Universidad: para ajustar
cuentas o crear
nuevas oportunidades
por Ramón Ramos Trías

Con el advenimiento de un nuevo periodo de gobierno y a partir de expresiones del propio presidente electo se ha creado un particular estado de opinión sobre la necesidad de cambios en la enseñanza uruguaya, especialmente focalizada en la educación universitaria.

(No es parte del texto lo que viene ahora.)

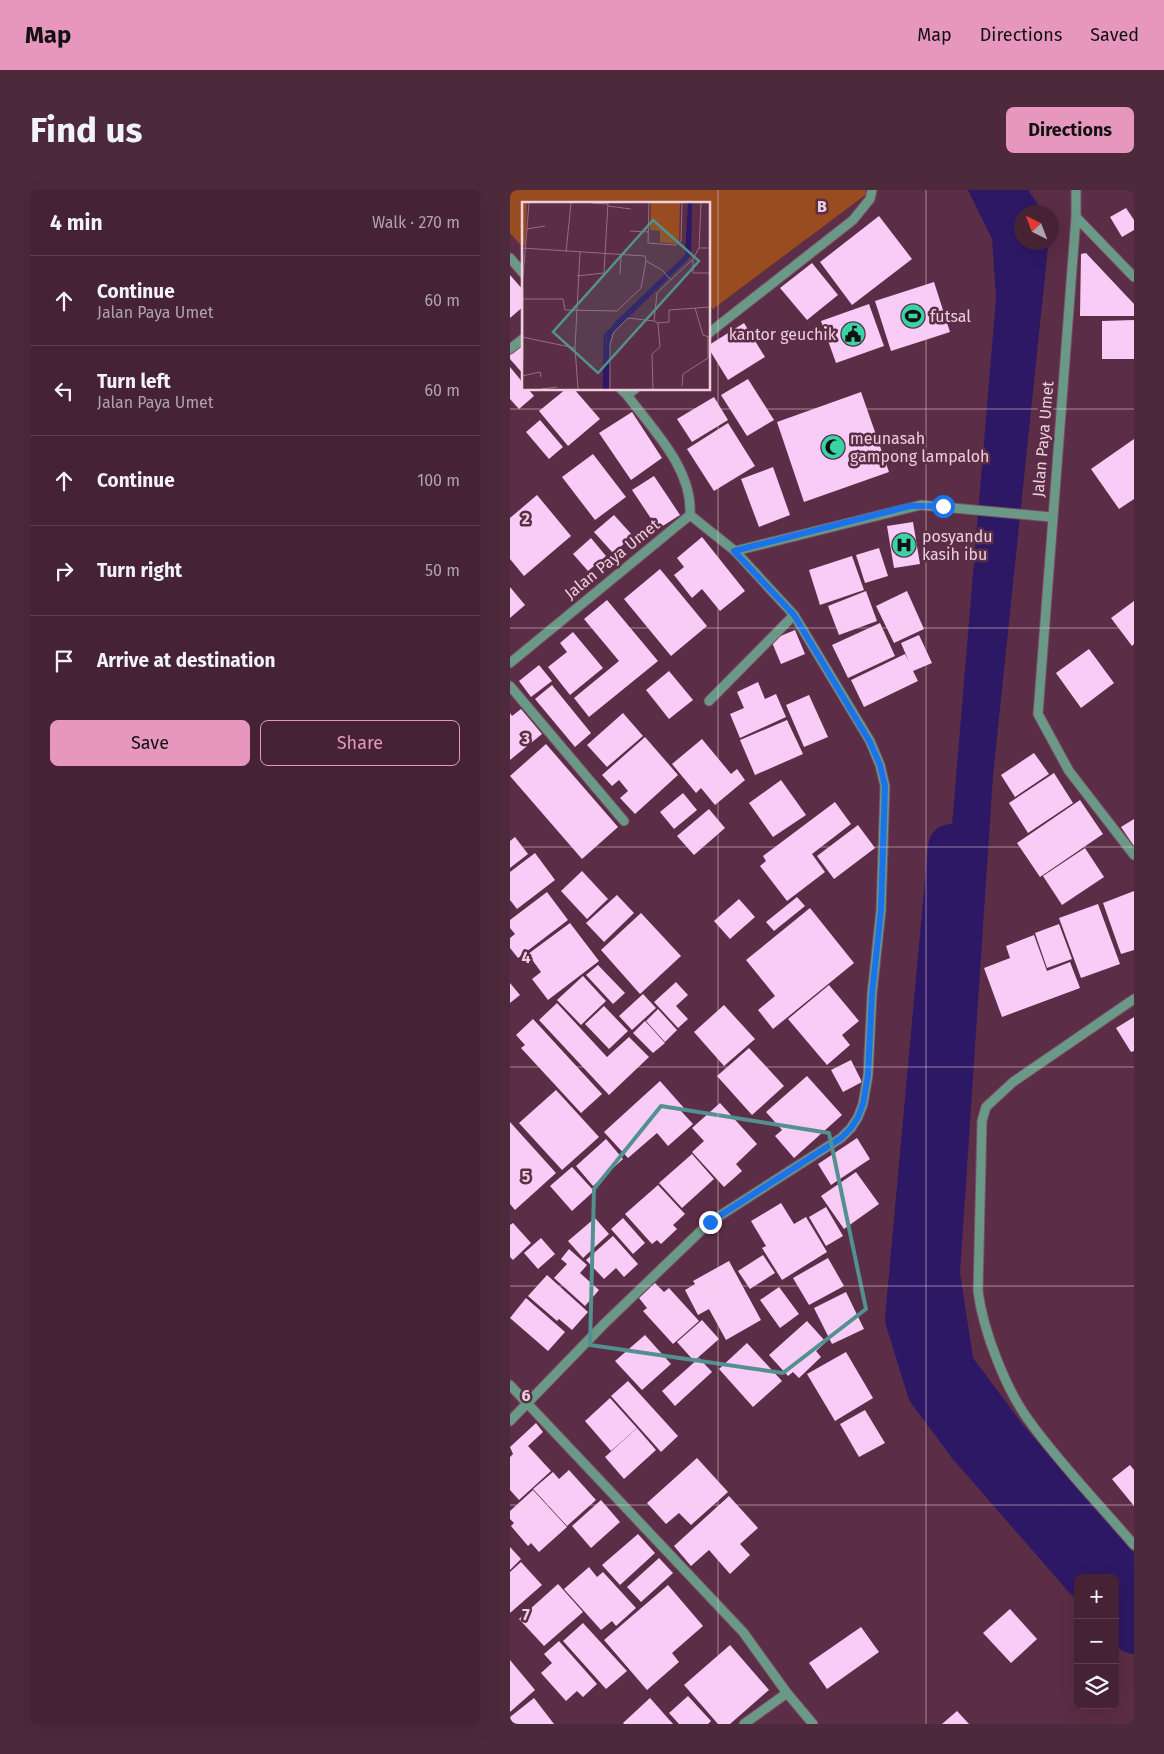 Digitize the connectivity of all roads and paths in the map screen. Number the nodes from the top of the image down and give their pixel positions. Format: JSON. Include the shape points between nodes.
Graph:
{"nodes":[{"id":1,"x":872,"y":190,"type":"edge"},
{"id":2,"x":1076,"y":190,"type":"edge"},
{"id":3,"x":1076,"y":217,"type":"junction"},
{"id":4,"x":510,"y":258,"type":"edge"},
{"id":5,"x":522,"y":272,"type":"edge"},
{"id":6,"x":1134,"y":277,"type":"edge"},
{"id":7,"x":710,"y":332,"type":"edge"},
{"id":8,"x":522,"y":340,"type":"edge"},
{"id":9,"x":510,"y":349,"type":"edge"},
{"id":10,"x":624,"y":392,"type":"edge"},
{"id":11,"x":690,"y":515,"type":"junction"},
{"id":12,"x":1051,"y":517,"type":"junction"},
{"id":13,"x":734,"y":551,"type":"junction"},
{"id":14,"x":794,"y":615,"type":"junction"},
{"id":15,"x":510,"y":663,"type":"edge"},
{"id":16,"x":510,"y":686,"type":"edge"},
{"id":17,"x":709,"y":701,"type":"dead end"},
{"id":18,"x":624,"y":821,"type":"dead end"},
{"id":19,"x":1134,"y":855,"type":"edge"},
{"id":20,"x":1134,"y":999,"type":"edge"},
{"id":21,"x":510,"y":1385,"type":"edge"},
{"id":22,"x":527,"y":1404,"type":"junction"},
{"id":23,"x":510,"y":1421,"type":"edge"},
{"id":24,"x":1134,"y":1545,"type":"edge"},
{"id":25,"x":787,"y":1693,"type":"junction"},
{"id":26,"x":744,"y":1724,"type":"edge"},
{"id":27,"x":813,"y":1724,"type":"edge"}],
"edges":[{"from":1,"to":7,"type":"street","via":[[870,199],[853,220]]},
{"from":2,"to":3,"type":"street","name":"Jalan Paya Umet"},
{"from":3,"to":6,"type":"street"},
{"from":3,"to":12,"type":"street","name":"Jalan Paya Umet"},
{"from":4,"to":5,"type":"street"},
{"from":8,"to":9,"type":"street"},
{"from":10,"to":11,"type":"street","via":[[671,454],[688,488]]},
{"from":11,"to":13,"type":"street"},
{"from":11,"to":15,"type":"street","name":"Jalan Paya Umet"},
{"from":12,"to":13,"type":"street","name":"Jalan Paya Umet","via":[[943,506],[910,506]]},
{"from":12,"to":19,"type":"street","via":[[1038,714],[1069,771]]},
{"from":13,"to":14,"type":"street"},
{"from":14,"to":17,"type":"street"},
{"from":14,"to":22,"type":"street","via":[[870,742],[885,786],[881,910],[863,1104],[851,1128],[841,1138],[710,1222]]},
{"from":16,"to":18,"type":"street"},
{"from":20,"to":24,"type":"street","via":[[1013,1082],[986,1107],[982,1120],[978,1291],[998,1364],[1029,1421]]},
{"from":21,"to":22,"type":"street"},
{"from":22,"to":23,"type":"street"},
{"from":22,"to":25,"type":"street","via":[[743,1632]]},
{"from":25,"to":26,"type":"street"},
{"from":25,"to":27,"type":"street"}]}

Por el momento lo que emerge es un estado de opinión en algunos sectores sociales y políticos sin que esté acompañado de un debate o reflexión teórica sobre el conjunto del problema educativo para un proyecto de país, que deberíamos autoconstruir entre todos.

 

Las expresiones más conocidas hasta el momento son un conjunto de enunciados de buenas intenciones, que ningún uruguayo debiera oponerse en la medida que el objetivo parecería ser dar más educación universitaria o terciaria y llevarla allí donde no ha llegado.

 

El tema empieza a complejizarse cuando las motivaciones por las cuales se impulsan tales iniciativas difieren radicalmente de objetivos y propósitos. En esta dirección es que aparece o se reitera el viejo deseo de los que ven en cada oportunidad de promover cambios a nivel universitarios, una oportunidad pero para ajustar cuentas con la Universidad de la Republica (Udelar)

 

Quizás lo diferente en los acontecimientos que empezamos a vivir por estos días, es que las críticas a la actual Udelar también provienen desde los sectores de la izquierda, con argumentos que en distintos momentos y también en el actual se le han escuchado a los sectores conservadores y de derecha.

 

Cuanto más ideologizado y en términos de poder se plantean los problemas de la enseñanza, más se desdibujan los caminos para concretar los cambios, lo cual hace muy difícil resolverlos. En esta misma publicación se ha dicho muy bien que; “Poner un modelo antes que el problema, es un error de pensamiento porque – además – condiciona el propio pensamiento.” (La ONDA digital Nº 467)

 

En el presente la Udelar tiene alrededor de 82.000 estudiantes, estamos hablando de una macro Universidad. Si además relacionamos este número con la población uruguaya el sistema de Educación Superior general, comprendiendo lo publico y lo privado en las distintas opciones terciarias, le esta llegando del 38 al 40% de los jóvenes de entre 18 y 24 años, los guarismos más positivos en Sudamérica  se sitúan apenas por encima del 52% en esta franja etaria.

 

Parece  razonable pensar que una Universidad que contenga 82.000 alumnos en el contexto  social y político del Uruguay contemporáneo,  tiene un techo en el conjunto de sus posibilidades, de autodesarrollo y en el ejercicio eficiente de sus diversas funciones.

 

La Universidad de la Republica viene haciendo encomiables esfuerzos por abordar su propio destino y el que le encomienda la Ley Orgánica, pero a nuestro entender no son suficientes para dar respuesta a este y otros problemas.

 

En realidad lo que emerge es la necesidad de discutir y reflexionar sobre un proyecto de país donde la enseñanza y sus instrumentos sean parte de ese país que queremos construir y deseamos actualizar. En este sentido hasta ahora,  la academia no acompañó con una reflexión teórica y analítica su propia existencia en el marco de los cambios políticos y sociales que comenzaron a emerger luego del 2005 con un gobierno progresista en el vértice de la sociedad.

 

Hoy las oportunidades y los riesgos de una discusión espasmódica y oportunista están a la orden del día. Los antecedentes contemporáneos sobre el destino de la enseñanza terciaria o universitaria en ningún lugar del planeta  se han podido llevar entre Estado, sociedad, educadores y estudiantes sin crisis prolongadas. En Uruguay la “mesa esta servida”, los argumentos geográficos, el de nuevas necesidades profesionales, calidad, competitividad y relación entre inversión y resultados, no son suficientes para encontrar las repuestas en la construcción del proyecto de país que queremos.